Answer to a trivia question or much more?
To be or not to be a trivia question, that is the question Parveez Rasool is now faced with.
- Updated: 05 August 2013 11:03 IST
The Wikipedia entry for Sunil Valson goes: "... selected for the 1983 World Cup but never received a chance to play in the tournament. Unfortunately, he never represented India in any international game and remains the answer to the famous trivia question as to who was the only player in India's 1983 World Cup squad who did not play a single match."
I saw this on my nephew's wall the other day with little jokes flying around. Now, I know Mr Valson to be a genial middle-aged man who has a good cricket brain and interesting thoughts to offer. So it set me thinking about this whole trivia question business. It's something so many cricketers, and others, become. Who knows - do they like being one? Surely a Sunil Valson would rather be known as a good medium pace bowler, a left-armer at a time when India didn't have many left-arm speedsters to choose from. But having failed to become the famous cricketer he must have tried to be, is it so bad that he is a trivia question everyone knows the answer to?
It depends, I guess.
Eric Hollies, for example, took over 2,000 first-class wickets and played 13 Test matches for England, but is best known, or only remembered, for bowling Don Bradman for a duck in the great man's last Test innings and preventing him from retiring with an average of over 100.

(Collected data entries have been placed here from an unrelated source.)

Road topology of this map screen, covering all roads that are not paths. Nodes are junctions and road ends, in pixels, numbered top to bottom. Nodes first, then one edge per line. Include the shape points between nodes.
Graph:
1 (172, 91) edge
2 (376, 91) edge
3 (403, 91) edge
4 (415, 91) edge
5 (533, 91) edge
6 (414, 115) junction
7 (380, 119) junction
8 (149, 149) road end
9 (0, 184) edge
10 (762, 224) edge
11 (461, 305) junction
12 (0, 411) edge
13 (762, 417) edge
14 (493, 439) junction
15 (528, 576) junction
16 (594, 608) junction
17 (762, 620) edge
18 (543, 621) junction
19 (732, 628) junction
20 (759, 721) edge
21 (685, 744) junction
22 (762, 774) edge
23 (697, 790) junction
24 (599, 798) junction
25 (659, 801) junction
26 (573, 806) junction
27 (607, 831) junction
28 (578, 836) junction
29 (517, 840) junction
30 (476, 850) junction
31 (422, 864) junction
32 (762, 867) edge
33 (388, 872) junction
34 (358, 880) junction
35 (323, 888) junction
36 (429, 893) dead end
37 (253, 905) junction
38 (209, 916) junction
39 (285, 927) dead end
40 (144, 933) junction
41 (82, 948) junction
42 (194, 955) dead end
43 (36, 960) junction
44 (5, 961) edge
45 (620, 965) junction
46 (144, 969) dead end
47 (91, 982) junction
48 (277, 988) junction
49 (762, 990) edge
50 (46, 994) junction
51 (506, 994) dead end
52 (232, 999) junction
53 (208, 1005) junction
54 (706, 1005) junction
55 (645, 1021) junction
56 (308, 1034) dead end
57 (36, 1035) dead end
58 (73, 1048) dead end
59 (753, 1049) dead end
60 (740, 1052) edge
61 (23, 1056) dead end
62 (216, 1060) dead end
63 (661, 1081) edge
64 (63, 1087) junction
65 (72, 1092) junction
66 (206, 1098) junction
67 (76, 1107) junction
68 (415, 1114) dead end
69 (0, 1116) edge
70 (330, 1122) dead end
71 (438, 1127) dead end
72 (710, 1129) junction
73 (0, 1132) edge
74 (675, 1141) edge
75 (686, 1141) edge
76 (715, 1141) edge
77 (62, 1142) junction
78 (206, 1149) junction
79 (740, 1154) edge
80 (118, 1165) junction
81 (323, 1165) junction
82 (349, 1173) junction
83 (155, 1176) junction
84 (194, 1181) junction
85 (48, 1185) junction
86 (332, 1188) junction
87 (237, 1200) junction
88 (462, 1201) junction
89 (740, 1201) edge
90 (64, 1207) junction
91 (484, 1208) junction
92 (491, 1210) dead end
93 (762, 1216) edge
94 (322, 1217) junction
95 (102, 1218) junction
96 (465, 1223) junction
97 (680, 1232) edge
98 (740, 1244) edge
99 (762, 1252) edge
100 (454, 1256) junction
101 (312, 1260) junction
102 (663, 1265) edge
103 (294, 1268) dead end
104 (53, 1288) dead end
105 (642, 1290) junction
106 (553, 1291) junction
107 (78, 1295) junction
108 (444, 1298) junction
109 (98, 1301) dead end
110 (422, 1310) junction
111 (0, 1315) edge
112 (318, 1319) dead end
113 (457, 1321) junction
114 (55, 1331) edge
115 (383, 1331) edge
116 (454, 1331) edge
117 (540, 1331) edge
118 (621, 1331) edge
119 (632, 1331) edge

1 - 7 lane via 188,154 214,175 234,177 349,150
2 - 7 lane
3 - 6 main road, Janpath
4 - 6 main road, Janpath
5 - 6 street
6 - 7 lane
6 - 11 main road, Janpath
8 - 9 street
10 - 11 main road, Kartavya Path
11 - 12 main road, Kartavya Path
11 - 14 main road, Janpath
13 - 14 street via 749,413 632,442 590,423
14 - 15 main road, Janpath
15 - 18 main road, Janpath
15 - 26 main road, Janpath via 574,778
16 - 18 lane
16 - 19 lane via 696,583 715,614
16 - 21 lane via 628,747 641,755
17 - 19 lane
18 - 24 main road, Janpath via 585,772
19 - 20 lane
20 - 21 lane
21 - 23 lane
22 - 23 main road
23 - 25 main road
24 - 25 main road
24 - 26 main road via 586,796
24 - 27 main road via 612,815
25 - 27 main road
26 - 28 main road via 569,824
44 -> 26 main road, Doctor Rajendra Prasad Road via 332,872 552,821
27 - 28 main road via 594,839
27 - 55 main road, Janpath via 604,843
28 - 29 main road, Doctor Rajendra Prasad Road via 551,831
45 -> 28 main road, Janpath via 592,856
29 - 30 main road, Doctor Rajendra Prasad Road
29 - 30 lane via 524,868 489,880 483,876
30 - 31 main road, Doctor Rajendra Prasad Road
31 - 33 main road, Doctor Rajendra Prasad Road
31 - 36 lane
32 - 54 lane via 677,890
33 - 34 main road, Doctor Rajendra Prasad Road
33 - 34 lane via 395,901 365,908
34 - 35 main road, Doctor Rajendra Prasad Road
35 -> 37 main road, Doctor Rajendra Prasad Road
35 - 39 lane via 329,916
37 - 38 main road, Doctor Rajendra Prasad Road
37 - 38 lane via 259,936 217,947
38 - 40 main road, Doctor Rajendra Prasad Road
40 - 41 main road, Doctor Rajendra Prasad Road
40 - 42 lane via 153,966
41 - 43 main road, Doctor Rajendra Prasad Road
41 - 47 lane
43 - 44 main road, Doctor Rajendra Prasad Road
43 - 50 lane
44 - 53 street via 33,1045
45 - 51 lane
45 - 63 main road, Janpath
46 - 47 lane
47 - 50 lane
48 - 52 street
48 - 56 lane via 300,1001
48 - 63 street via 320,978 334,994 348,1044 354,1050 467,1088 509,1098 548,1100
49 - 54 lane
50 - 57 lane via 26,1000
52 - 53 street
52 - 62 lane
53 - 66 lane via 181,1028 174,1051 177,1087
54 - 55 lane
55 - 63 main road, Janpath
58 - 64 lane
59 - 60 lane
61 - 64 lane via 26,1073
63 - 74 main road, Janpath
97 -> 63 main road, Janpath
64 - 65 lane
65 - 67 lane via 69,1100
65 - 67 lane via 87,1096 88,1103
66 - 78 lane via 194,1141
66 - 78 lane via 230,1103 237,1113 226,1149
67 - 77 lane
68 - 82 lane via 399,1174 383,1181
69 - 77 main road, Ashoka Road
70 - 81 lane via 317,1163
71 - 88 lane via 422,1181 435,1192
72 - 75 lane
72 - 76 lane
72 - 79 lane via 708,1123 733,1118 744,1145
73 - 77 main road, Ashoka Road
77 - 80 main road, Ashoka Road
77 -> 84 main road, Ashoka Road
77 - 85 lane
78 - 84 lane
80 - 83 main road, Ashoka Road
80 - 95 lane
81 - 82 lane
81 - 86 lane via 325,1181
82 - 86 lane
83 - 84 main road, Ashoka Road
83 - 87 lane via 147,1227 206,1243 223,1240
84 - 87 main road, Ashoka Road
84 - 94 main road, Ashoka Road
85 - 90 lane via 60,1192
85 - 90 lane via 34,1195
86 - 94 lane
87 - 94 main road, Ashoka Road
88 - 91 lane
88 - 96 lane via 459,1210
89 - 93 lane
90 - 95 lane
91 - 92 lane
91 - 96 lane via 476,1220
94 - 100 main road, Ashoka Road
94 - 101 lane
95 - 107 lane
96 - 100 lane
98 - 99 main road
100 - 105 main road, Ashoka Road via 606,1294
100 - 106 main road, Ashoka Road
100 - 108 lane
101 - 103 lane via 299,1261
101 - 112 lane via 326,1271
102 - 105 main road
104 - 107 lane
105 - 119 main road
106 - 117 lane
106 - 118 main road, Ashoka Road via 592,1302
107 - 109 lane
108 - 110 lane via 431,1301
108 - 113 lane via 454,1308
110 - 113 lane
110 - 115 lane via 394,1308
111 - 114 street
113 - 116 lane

The Wisden Cricketers' Almanack noted in its obituary about Hollies: "It was a great enough distinction to have bowled Don Bradman for a duck in his final Test innings, yet to remember Eric Hollies for that alone would be like seeing Chaplin as no more than a tramp who once made a dramatic meal of a boot."
True that, but that's what Hollies is after all these years. A cricketing tramp of sorts, whose most memorable delivery was received with deathly silence, and then cheers for the vanquished Don, at The Oval back in August 1948.
To be or not to be a trivia question, that is the question Parveez Rasool is now faced with. I can just see the question framing itself: when India won a bilateral ODI series 5-0 for the first time overseas, who was the only member of the squad to not get a game?
It would be ironic, of course, given that Rasool is already a piece of trivia because of where he comes from. He was an instant topic of discussion.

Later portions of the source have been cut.